-- Records supplied follows --

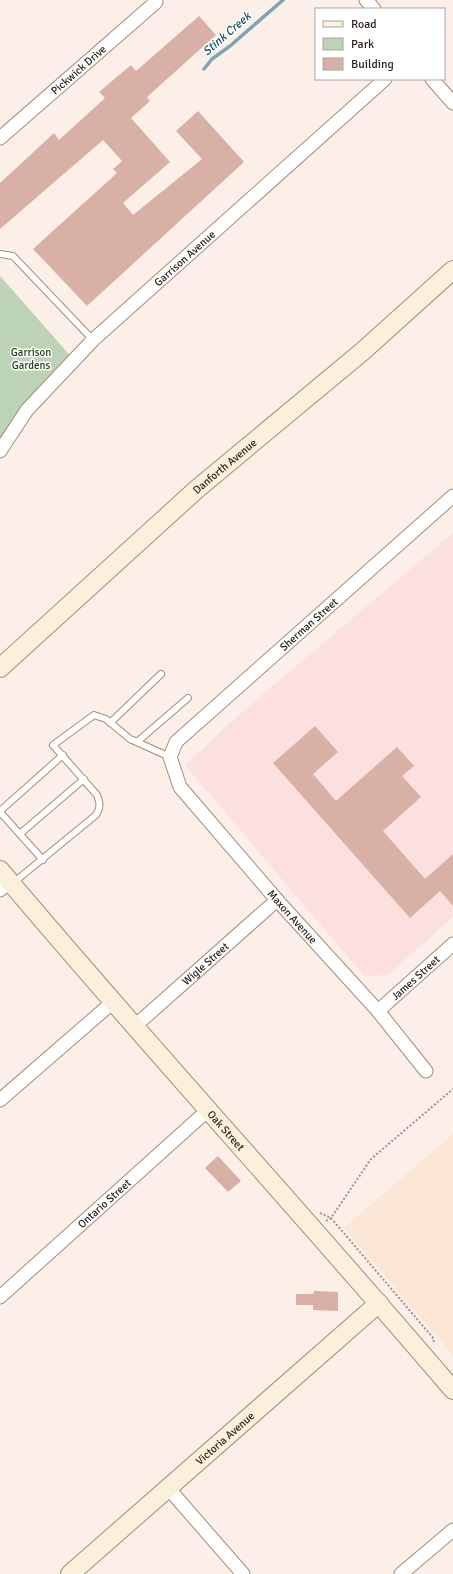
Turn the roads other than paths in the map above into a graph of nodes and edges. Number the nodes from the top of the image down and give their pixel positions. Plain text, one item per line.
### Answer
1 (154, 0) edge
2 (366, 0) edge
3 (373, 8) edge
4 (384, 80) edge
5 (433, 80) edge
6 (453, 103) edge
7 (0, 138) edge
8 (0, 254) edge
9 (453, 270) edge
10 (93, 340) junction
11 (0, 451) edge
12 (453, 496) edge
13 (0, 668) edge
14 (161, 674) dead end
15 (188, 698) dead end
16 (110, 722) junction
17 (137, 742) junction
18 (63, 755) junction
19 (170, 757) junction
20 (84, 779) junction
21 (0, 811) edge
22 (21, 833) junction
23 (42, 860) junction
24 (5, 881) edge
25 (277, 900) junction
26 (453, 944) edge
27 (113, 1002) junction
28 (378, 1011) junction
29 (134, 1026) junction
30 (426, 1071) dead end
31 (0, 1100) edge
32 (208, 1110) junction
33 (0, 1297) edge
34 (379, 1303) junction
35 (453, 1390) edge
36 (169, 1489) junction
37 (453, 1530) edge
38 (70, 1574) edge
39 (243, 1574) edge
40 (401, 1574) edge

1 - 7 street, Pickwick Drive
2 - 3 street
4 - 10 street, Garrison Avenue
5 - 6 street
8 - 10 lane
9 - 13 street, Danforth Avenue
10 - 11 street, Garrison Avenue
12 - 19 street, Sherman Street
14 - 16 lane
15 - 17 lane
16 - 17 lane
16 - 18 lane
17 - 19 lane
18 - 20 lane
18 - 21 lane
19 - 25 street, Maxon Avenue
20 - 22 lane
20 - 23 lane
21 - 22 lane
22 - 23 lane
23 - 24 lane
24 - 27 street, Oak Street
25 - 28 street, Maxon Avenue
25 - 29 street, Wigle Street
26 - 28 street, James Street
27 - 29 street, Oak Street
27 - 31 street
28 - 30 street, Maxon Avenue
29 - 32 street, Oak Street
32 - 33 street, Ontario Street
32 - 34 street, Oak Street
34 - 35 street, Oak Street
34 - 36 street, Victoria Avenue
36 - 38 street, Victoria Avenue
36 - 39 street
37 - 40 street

-- Records supplied concluded --

### What is required
Look through the entries above. Copy out every line holding the word "Avenue".

### Result for this exercise
4 - 10 street, Garrison Avenue
9 - 13 street, Danforth Avenue
10 - 11 street, Garrison Avenue
19 - 25 street, Maxon Avenue
25 - 28 street, Maxon Avenue
28 - 30 street, Maxon Avenue
34 - 36 street, Victoria Avenue
36 - 38 street, Victoria Avenue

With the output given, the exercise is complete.